> TASK DETAILS
Search the records for the word "main" and report each line that has it.

> DATA TO USE
=== Begin Enclosure ===

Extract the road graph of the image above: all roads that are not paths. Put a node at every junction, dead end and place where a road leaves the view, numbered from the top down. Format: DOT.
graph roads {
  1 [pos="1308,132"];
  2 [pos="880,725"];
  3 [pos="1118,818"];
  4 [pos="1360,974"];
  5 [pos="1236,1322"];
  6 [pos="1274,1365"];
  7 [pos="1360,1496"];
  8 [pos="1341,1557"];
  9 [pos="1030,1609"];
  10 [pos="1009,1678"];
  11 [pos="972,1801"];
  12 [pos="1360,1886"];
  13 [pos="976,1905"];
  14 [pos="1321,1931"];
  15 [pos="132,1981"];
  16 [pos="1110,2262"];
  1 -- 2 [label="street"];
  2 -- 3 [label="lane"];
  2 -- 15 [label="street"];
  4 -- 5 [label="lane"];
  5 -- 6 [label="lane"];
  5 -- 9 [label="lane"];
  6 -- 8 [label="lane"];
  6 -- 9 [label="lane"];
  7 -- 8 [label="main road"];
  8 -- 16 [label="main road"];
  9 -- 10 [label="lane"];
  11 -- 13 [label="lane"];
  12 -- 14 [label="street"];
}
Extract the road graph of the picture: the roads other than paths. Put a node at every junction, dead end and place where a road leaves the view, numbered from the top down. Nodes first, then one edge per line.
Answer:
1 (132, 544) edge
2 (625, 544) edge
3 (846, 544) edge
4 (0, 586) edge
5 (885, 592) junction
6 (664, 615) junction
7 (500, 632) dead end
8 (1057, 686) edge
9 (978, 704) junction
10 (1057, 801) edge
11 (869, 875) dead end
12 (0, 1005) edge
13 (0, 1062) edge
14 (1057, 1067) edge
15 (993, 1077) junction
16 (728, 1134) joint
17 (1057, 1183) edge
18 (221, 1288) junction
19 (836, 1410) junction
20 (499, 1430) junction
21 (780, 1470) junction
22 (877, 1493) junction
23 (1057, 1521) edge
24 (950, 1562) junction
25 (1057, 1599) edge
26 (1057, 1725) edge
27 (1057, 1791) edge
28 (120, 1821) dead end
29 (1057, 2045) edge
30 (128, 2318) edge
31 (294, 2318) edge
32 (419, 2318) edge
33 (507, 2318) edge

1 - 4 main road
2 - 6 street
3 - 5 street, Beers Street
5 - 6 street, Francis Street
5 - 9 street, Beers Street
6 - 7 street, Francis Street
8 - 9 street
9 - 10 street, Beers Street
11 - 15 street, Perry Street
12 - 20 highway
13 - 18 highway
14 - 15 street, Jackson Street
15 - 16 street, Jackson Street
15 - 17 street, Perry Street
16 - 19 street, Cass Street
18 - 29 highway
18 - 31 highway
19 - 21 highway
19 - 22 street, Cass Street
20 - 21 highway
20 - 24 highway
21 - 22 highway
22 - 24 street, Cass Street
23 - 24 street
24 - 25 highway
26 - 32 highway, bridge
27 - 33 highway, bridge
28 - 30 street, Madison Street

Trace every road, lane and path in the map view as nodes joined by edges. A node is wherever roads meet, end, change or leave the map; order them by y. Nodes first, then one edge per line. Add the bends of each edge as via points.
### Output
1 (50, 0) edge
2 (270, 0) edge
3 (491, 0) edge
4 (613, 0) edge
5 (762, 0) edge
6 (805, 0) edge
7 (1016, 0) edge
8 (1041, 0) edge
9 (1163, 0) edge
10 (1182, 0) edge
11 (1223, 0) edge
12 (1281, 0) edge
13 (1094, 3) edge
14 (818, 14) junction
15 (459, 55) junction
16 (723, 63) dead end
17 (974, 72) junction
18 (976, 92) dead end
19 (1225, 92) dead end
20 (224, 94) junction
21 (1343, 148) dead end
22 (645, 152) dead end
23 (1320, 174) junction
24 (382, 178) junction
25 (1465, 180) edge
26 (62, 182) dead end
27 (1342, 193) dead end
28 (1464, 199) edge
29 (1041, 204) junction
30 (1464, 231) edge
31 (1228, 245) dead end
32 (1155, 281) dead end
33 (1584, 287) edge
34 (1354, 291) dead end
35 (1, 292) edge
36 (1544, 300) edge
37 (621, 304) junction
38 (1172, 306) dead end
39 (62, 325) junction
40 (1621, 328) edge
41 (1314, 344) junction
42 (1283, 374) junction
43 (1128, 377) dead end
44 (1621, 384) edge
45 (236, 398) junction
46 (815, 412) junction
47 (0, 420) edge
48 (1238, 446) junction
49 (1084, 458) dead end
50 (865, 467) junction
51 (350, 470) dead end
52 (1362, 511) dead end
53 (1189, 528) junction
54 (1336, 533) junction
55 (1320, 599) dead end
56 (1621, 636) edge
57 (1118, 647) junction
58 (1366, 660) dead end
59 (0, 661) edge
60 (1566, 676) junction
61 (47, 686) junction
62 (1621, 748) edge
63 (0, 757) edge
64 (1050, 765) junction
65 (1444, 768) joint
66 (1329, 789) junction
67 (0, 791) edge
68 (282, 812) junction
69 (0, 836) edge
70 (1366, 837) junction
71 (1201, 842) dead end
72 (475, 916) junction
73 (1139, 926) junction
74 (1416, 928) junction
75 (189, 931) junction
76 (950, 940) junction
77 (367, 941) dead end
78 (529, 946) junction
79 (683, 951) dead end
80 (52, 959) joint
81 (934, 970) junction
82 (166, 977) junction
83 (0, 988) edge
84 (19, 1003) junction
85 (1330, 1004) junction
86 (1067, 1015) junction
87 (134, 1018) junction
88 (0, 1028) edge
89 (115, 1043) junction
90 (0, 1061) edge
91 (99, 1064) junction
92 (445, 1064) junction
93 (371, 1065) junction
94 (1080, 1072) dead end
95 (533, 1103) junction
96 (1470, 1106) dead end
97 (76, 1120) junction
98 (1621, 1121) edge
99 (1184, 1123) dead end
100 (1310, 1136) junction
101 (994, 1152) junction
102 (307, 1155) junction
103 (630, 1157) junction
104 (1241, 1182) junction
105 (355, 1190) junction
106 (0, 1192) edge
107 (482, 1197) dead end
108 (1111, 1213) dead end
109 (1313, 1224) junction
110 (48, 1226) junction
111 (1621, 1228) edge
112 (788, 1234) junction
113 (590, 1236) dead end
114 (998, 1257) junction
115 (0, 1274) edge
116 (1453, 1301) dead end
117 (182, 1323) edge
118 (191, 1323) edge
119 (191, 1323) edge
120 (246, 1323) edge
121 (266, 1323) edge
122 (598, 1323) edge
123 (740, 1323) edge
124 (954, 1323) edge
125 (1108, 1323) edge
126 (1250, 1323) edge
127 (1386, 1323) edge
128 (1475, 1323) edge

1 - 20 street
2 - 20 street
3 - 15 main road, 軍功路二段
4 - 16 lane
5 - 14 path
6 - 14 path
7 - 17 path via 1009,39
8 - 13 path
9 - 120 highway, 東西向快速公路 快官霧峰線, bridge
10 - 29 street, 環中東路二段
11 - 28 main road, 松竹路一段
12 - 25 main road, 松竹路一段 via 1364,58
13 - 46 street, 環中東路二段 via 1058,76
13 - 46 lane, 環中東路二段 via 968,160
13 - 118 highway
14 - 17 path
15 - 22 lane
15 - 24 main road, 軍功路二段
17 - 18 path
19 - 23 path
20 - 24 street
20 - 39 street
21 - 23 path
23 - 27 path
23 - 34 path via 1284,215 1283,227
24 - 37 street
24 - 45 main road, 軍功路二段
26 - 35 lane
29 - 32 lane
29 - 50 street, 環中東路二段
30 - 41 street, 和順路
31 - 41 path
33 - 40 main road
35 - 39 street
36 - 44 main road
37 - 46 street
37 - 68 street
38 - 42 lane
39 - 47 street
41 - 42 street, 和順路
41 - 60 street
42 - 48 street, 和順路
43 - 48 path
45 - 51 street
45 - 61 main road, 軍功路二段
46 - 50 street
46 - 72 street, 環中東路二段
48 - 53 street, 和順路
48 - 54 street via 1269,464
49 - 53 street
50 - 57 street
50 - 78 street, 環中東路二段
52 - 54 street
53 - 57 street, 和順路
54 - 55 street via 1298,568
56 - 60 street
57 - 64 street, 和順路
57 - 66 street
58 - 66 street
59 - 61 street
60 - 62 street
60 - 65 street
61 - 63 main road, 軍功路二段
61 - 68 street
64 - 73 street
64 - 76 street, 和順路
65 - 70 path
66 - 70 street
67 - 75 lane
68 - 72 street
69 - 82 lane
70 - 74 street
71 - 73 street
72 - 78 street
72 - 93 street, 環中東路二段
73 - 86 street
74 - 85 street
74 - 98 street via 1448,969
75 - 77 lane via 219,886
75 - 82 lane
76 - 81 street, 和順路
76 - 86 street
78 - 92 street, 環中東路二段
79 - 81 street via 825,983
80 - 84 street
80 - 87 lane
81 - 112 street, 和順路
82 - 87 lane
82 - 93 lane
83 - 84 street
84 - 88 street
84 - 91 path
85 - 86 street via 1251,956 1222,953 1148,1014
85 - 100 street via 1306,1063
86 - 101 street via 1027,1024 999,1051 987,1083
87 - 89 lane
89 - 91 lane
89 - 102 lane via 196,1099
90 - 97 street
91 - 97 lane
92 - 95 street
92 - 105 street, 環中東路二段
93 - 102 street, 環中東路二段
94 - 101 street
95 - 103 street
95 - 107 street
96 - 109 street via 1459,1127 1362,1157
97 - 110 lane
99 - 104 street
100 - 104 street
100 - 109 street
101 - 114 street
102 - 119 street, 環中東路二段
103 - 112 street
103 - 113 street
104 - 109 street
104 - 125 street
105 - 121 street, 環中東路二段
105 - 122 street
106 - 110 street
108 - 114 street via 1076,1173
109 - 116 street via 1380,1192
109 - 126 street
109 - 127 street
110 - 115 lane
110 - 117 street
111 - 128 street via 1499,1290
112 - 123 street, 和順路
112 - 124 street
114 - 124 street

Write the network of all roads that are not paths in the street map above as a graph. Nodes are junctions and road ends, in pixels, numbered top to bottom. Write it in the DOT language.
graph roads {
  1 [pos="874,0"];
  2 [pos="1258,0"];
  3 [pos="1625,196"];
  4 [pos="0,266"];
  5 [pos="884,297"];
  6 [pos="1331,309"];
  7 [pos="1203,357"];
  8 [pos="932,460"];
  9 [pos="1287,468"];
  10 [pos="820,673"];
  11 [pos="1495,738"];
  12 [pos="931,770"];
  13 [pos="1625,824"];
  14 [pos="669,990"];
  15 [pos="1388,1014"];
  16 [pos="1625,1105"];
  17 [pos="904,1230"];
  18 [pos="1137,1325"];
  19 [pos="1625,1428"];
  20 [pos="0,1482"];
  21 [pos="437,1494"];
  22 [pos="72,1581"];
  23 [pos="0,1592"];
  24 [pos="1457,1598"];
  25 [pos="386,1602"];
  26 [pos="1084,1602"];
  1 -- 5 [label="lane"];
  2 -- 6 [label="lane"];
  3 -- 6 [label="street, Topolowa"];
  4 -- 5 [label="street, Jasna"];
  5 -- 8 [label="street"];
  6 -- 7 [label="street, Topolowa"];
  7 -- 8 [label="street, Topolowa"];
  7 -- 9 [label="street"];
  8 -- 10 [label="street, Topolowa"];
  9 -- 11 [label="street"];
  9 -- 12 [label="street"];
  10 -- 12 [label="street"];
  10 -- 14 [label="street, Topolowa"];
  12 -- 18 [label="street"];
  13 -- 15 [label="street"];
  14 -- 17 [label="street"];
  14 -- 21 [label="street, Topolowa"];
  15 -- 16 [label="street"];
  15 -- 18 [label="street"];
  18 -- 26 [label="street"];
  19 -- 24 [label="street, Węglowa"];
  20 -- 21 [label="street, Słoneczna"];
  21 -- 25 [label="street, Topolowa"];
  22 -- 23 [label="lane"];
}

=== End Enclosure ===

> EXERCISE RESPONSE
  7 -- 8 [label="main road"];
  8 -- 16 [label="main road"];
1 - 4 main road
3 - 15 main road, 軍功路二段
11 - 28 main road, 松竹路一段
12 - 25 main road, 松竹路一段 via 1364,58
15 - 24 main road, 軍功路二段
24 - 45 main road, 軍功路二段
33 - 40 main road
36 - 44 main road
45 - 61 main road, 軍功路二段
61 - 63 main road, 軍功路二段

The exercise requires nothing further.